→ **EXERCISE**
All lines below containing the string "Eichenwaldstraße" are to be copied.

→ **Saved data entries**

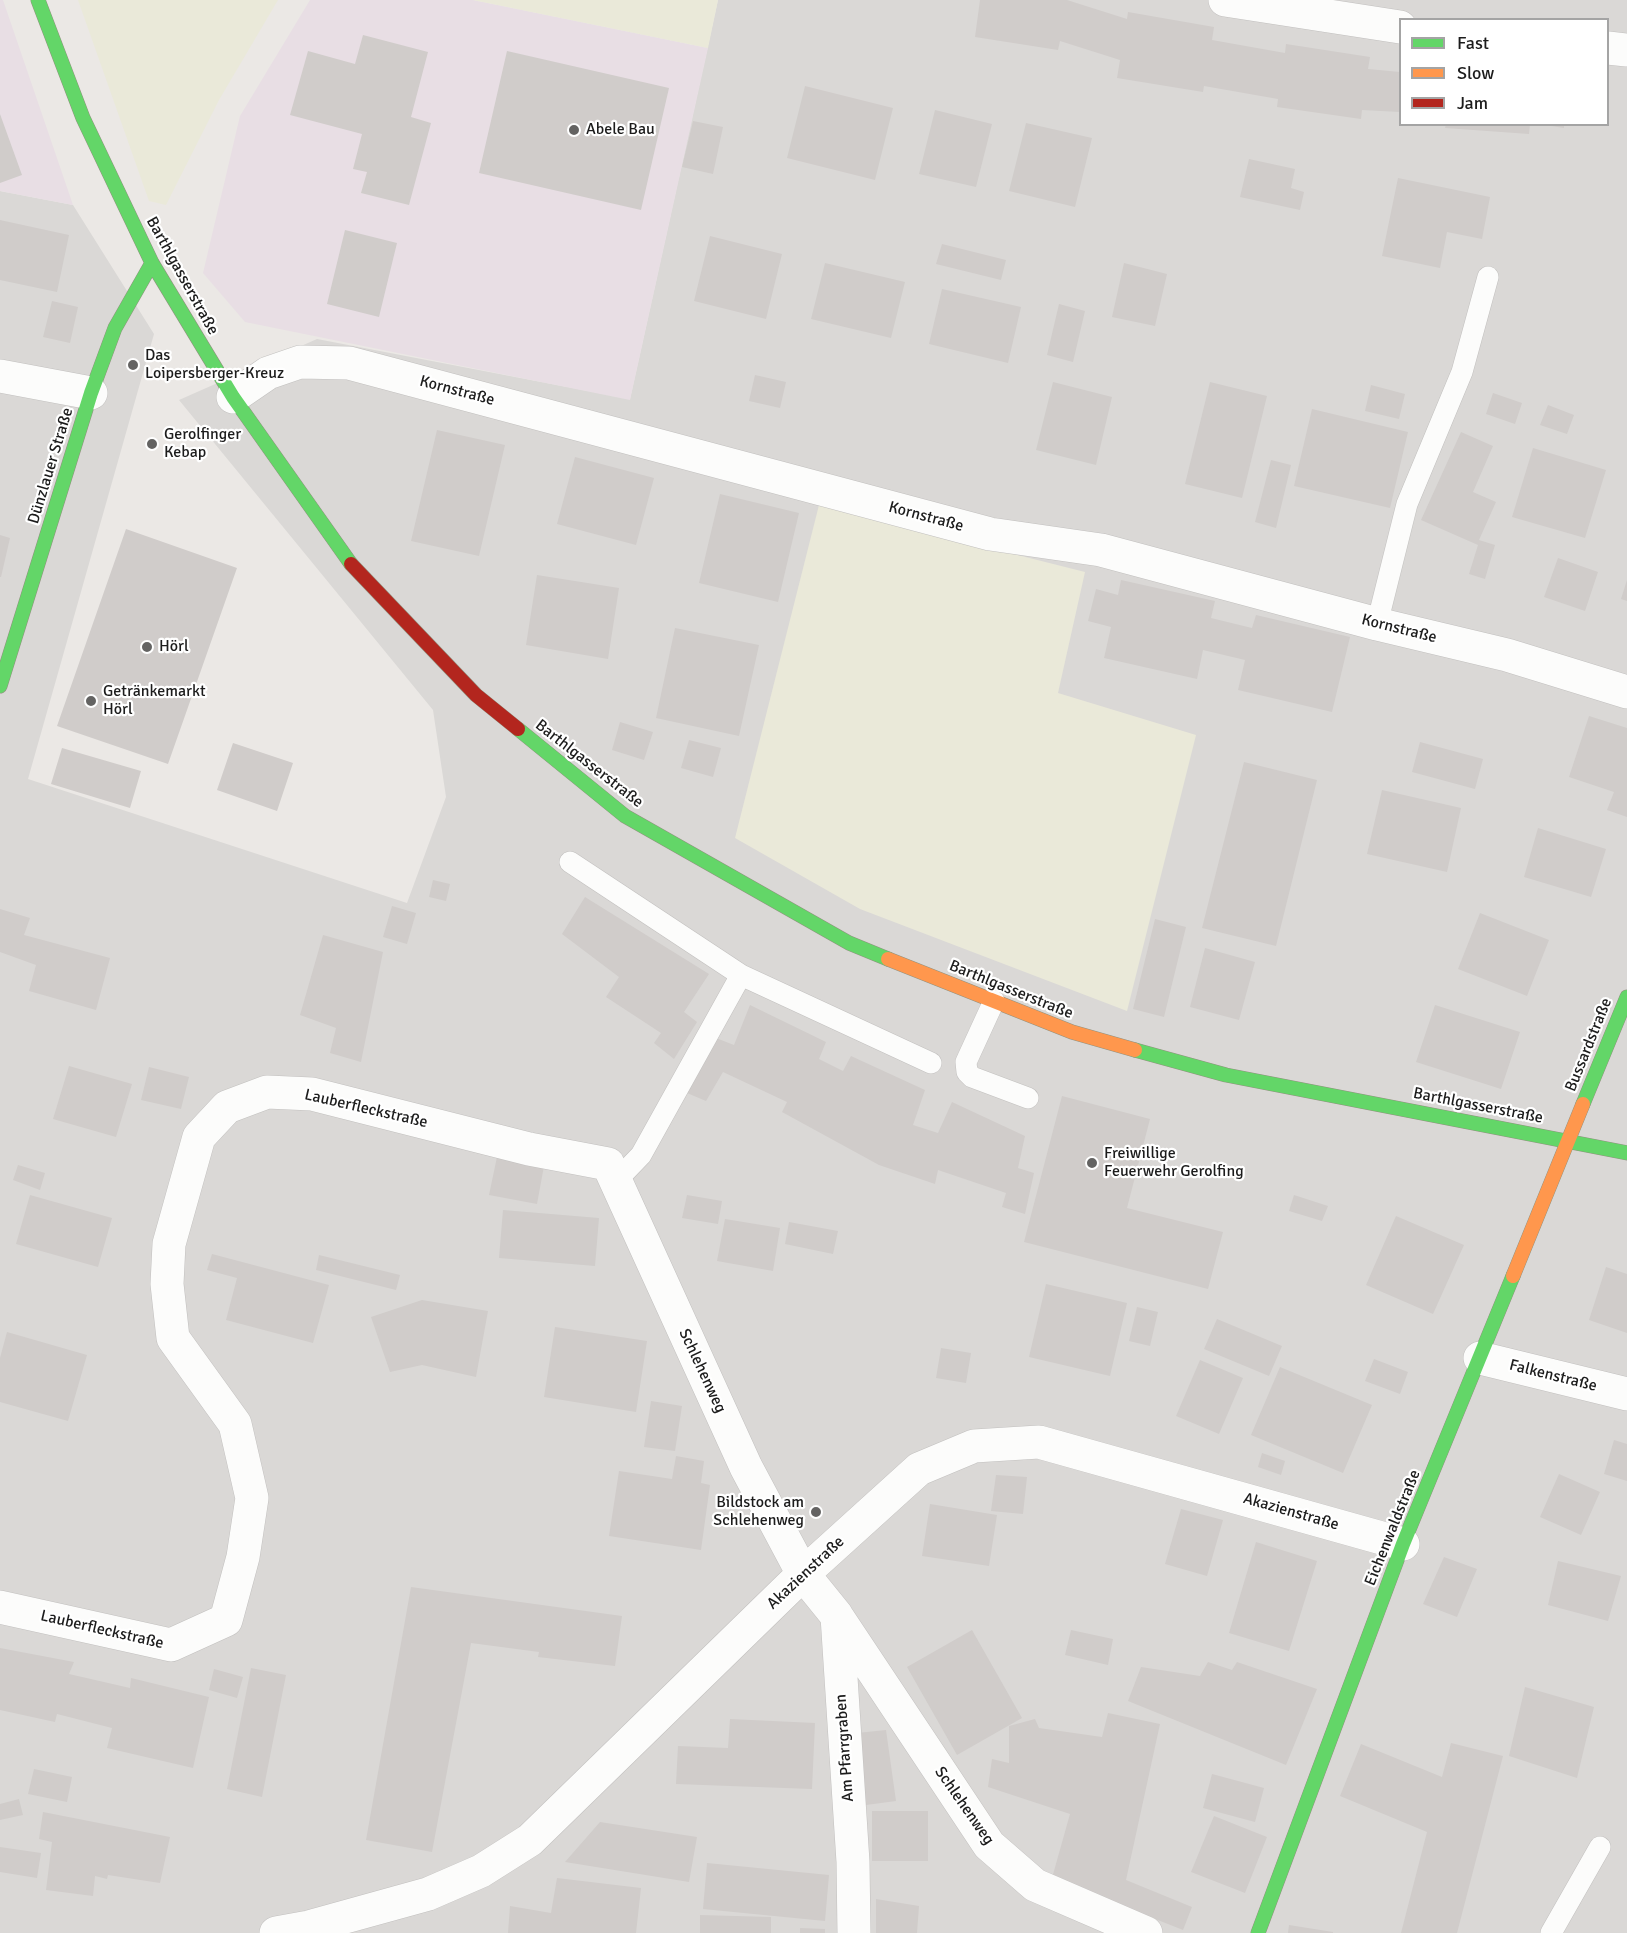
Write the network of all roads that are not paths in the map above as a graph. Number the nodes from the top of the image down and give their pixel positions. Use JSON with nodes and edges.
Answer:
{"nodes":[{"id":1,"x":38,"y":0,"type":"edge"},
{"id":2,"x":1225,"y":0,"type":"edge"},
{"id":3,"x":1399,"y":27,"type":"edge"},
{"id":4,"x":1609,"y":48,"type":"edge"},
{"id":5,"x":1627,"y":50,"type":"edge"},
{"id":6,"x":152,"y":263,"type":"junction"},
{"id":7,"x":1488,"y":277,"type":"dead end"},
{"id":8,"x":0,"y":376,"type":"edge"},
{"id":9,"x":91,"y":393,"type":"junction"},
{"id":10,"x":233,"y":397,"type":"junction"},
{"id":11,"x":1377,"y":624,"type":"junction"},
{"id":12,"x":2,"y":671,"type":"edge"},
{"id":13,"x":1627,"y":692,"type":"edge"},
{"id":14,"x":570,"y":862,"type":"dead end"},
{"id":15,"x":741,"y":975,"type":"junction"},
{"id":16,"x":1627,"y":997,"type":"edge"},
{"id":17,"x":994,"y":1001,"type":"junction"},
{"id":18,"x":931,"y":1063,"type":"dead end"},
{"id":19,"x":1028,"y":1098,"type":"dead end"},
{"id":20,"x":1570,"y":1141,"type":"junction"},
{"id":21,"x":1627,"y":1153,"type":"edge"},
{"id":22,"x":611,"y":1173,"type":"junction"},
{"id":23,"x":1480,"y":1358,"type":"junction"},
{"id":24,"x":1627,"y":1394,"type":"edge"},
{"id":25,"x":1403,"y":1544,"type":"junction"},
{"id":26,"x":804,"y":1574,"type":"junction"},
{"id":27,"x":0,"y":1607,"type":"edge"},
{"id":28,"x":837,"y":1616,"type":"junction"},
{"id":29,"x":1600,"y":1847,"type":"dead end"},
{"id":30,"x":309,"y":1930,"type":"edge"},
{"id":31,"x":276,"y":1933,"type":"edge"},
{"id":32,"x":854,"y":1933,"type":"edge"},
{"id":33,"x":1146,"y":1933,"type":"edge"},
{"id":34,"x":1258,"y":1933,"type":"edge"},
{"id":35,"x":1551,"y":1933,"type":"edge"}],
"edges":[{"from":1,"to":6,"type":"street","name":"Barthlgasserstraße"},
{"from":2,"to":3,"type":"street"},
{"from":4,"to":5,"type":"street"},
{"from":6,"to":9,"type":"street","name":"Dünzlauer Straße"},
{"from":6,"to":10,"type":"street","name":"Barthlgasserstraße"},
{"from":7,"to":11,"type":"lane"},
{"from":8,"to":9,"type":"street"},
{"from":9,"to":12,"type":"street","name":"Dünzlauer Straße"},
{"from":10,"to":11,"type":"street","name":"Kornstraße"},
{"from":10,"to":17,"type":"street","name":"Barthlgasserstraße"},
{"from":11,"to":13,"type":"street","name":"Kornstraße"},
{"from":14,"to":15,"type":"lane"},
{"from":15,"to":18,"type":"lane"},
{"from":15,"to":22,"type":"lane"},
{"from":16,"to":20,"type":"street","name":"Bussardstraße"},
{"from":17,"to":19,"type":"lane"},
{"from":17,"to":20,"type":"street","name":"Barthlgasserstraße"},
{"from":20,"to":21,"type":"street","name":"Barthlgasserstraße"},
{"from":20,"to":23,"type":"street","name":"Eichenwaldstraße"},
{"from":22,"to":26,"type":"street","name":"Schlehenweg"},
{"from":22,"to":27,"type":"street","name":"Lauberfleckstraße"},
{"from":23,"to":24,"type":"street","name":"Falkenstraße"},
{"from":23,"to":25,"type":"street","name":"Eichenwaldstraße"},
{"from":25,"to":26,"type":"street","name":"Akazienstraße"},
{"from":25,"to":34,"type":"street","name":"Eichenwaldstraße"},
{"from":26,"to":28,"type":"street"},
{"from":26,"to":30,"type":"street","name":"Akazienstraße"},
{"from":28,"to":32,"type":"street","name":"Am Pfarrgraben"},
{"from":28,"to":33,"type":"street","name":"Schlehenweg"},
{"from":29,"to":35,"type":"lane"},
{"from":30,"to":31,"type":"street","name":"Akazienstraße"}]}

→ **WRITTEN ANSWER**
{"from":20,"to":23,"type":"street","name":"Eichenwaldstraße"},
{"from":23,"to":25,"type":"street","name":"Eichenwaldstraße"},
{"from":25,"to":34,"type":"street","name":"Eichenwaldstraße"},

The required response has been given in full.